Pulmonary hypertension (PH) represents an important risk factor associated with reduced functional capacity and increased mortality in patients with atrial septal defect (ASD) (16). Moreover, persistence of PH after ASD closure is strongly associated with increased mortality (4, 7, 8). On the other hand, patients with normalization of PH after ASD closure have similar outcome as patients without PH (7). The decision of whether to close ASD in patients with PH presents a complex clinical dilemma (9, 10). Therefore, it is highly important to predict in which patients with ASD and PH the defect closure will lead to PH normalization and in which patients the closure may be detrimental with right heart failure and persistence or even progression of PH.

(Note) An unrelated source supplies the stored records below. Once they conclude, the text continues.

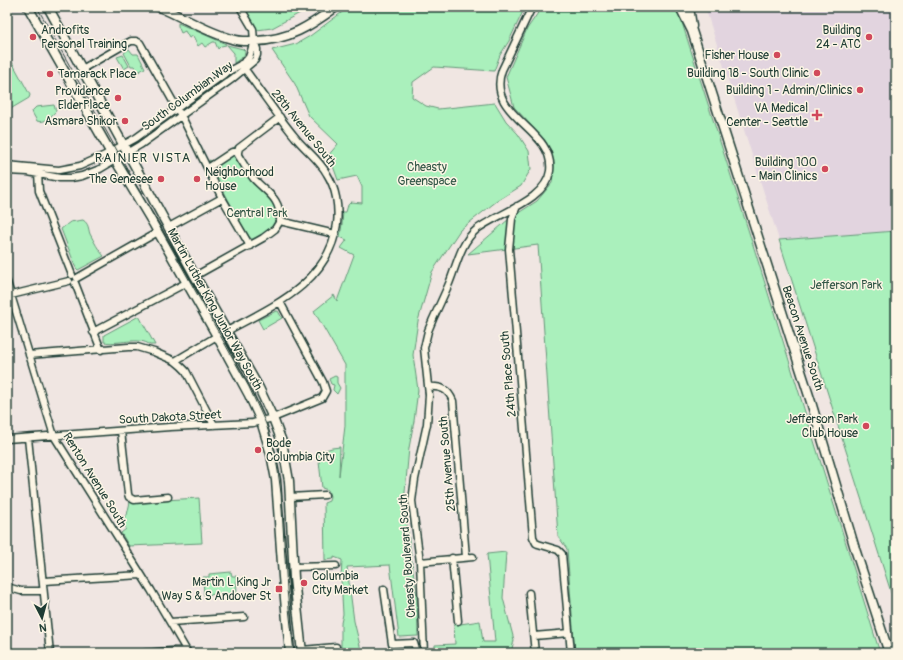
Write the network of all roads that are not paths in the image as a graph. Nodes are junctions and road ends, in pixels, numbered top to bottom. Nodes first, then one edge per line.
1 (28, 7) edge
2 (48, 7) edge
3 (159, 7) edge
4 (240, 7) edge
5 (336, 7) edge
6 (532, 7) edge
7 (680, 7) edge
8 (689, 7) edge
9 (692, 31) junction
10 (254, 41) junction
11 (243, 66) junction
12 (82, 69) junction
13 (176, 108) junction
14 (181, 115) junction
15 (280, 117) junction
16 (126, 149) junction
17 (111, 152) junction
18 (238, 152) junction
19 (115, 160) junction
20 (7, 165) edge
21 (208, 168) junction
22 (7, 171) edge
23 (38, 171) junction
24 (222, 198) junction
25 (517, 206) junction
26 (280, 221) junction
27 (169, 226) junction
28 (158, 232) junction
29 (334, 234) junction
30 (250, 246) junction
31 (195, 276) junction
32 (73, 279) junction
33 (7, 282) edge
34 (186, 283) junction
35 (9, 296) edge
36 (280, 302) junction
37 (227, 331) junction
38 (93, 332) junction
39 (217, 336) junction
40 (101, 350) junction
41 (29, 355) junction
42 (175, 361) junction
43 (428, 387) junction
44 (273, 418) junction
45 (261, 421) junction
46 (214, 424) junction
47 (121, 431) junction
48 (54, 436) junction
49 (28, 438) junction
50 (7, 439) edge
51 (325, 495) dead end
52 (168, 497) dead end
53 (290, 497) junction
54 (473, 556) dead end
55 (466, 557) junction
56 (452, 558) junction
57 (420, 562) junction
58 (336, 566) dead end
59 (293, 567) junction
60 (141, 575) junction
61 (44, 582) junction
62 (8, 588) edge
63 (384, 589) dead end
64 (43, 591) junction
65 (529, 593) dead end
66 (244, 617) dead end
67 (458, 621) dead end
68 (170, 622) junction
69 (569, 633) junction
70 (534, 636) junction
71 (336, 647) dead end
72 (302, 651) edge
73 (50, 652) edge
74 (187, 652) edge
75 (145, 653) edge
76 (290, 653) edge
77 (416, 653) edge
78 (424, 653) edge
79 (535, 653) edge
80 (571, 653) edge
81 (889, 653) edge

1 - 17 main road, Martin Luther King Junior Way South
2 - 12 main road, Martin Luther King Junior Way South
3 - 10 main road
4 - 10 street
5 - 10 main road
6 - 25 street, Cheasty Boulevard South
7 - 9 main road, Beacon Avenue South
8 - 9 main road, Beacon Avenue South
9 - 81 main road, Beacon Avenue South
10 - 11 street, South Columbian Way
11 - 13 street, South Columbian Way
11 - 14 street, South Columbian Way
11 - 15 street, 28th Avenue South
12 - 13 street
12 - 16 main road, Martin Luther King Junior Way South
13 - 14 street
13 - 16 street, South Columbian Way
14 - 16 street, South Columbian Way
14 - 21 street
15 - 18 street
15 - 29 street, 28th Avenue South
16 - 17 street, South Columbian Way
16 - 19 street, South Columbian Way
16 - 27 main road, Martin Luther King Junior Way South
17 - 19 main road, Martin Luther King Junior Way South
17 - 23 street, South Columbian Way
18 - 21 street
18 - 26 street
19 - 23 street, South Columbian Way
19 - 28 main road, Martin Luther King Junior Way South
20 - 23 street
21 - 24 street
22 - 23 street
23 - 32 street
24 - 27 street
24 - 30 street
25 - 43 street, Cheasty Boulevard South
25 - 69 street, 24th Place South
26 - 29 street
26 - 30 street
27 - 31 main road, Martin Luther King Junior Way South
28 - 32 street
28 - 34 main road, Martin Luther King Junior Way South
29 - 36 street, 28th Avenue South
30 - 31 street
31 - 37 main road, Martin Luther King Junior Way South
32 - 35 street
32 - 38 street
33 - 35 street, Renton Avenue South
34 - 38 street
34 - 39 main road, Martin Luther King Junior Way South
35 - 41 street, Renton Avenue South
36 - 37 street, 28th Avenue South
36 - 44 street, South Dakota Street
37 - 44 main road, Martin Luther King Junior Way South
38 - 40 street
39 - 42 street
39 - 45 main road, Martin Luther King Junior Way South
40 - 41 street
40 - 42 street
41 - 48 street, Renton Avenue South
42 - 46 street
43 - 55 street, 25th Avenue South
43 - 57 street, Cheasty Boulevard South
44 - 45 street, South Dakota Street
44 - 53 main road, Martin Luther King Junior Way South
45 - 46 street, South Dakota Street
45 - 76 main road, Martin Luther King Junior Way South
46 - 47 street, South Dakota Street
47 - 48 street, South Dakota Street
47 - 52 street
48 - 49 street, South Dakota Street
48 - 60 street, Renton Avenue South
49 - 50 street, South Dakota Street
49 - 61 street
51 - 53 street
53 - 59 main road, Martin Luther King Junior Way South
54 - 55 street
55 - 56 street
56 - 57 street
56 - 67 street
57 - 78 street, Cheasty Boulevard South
58 - 59 street
59 - 72 main road, Martin Luther King Junior Way South
60 - 61 street
60 - 68 street, Renton Avenue South
61 - 64 street
62 - 64 street
63 - 77 street
64 - 73 street
65 - 70 street
66 - 68 street
68 - 74 street, Renton Avenue South
69 - 70 street
69 - 80 street
70 - 79 street
71 - 72 street
74 - 75 street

The guidelines give limits for safe defect closure for pulmonary vascular resistance (PVR) <3 Wood Units (WU) or 4 WU × m2 and contraindication of defect closure for PVR more than 5 WU or 8 WU × m2 (2, 11, 12). However, the guidelines do not specify the probability of PH normalization after defect closure, an important factor for survival (4, 7, 8). Moreover, many studies (including guidelines) deal only with pulmonary arterial hypertension (PAH) in congenital shunt lesions (2, 3, 13, 14), although it is just one of four hemodynamic types of PH in adults with ASD (9, 15). We hypothesized that the hemodynamic types of PH may be predictive of normalization of PH following ASD closure.

Existing ESC/ERS guidelines for the diagnosis and treatment of PH recognize pre-capillary PH, isolated post-capillary PH (IpcPH), and combined pre- and post-capillary PH (CpcPH) (2, 15). Pre-capillary PH involves pulmonary arterial hypertension (PAH), defined by elevated pulmonary vascular resistance (PVR ≥ 3 WU). One of the causes of PAH can be congenital heart disease (CHD) with shunt (2). Although most studies on ASD with PH focus just on PAH (3, 14, 16), hyperkinetic PH (H-PH), characterized by normal or only modestly increased PVR (<3 WU) and normal pulmonary capillary wedge pressure (PCW ≤ 15 mmHg), is another type of PH described in ASD (9, 17, 18). Interestingly, hyperkinetic PH is currently not discussed in ESC/ERS guidelines for the diagnosis and treatment of pulmonary hypertension (2, 15). IpcPH is characterized by increased left atrial pressure or PCW (>15 mmHg), which can in some cases worsen after defect closure (10, 19). Little is known about CpcPH in patients with ASD.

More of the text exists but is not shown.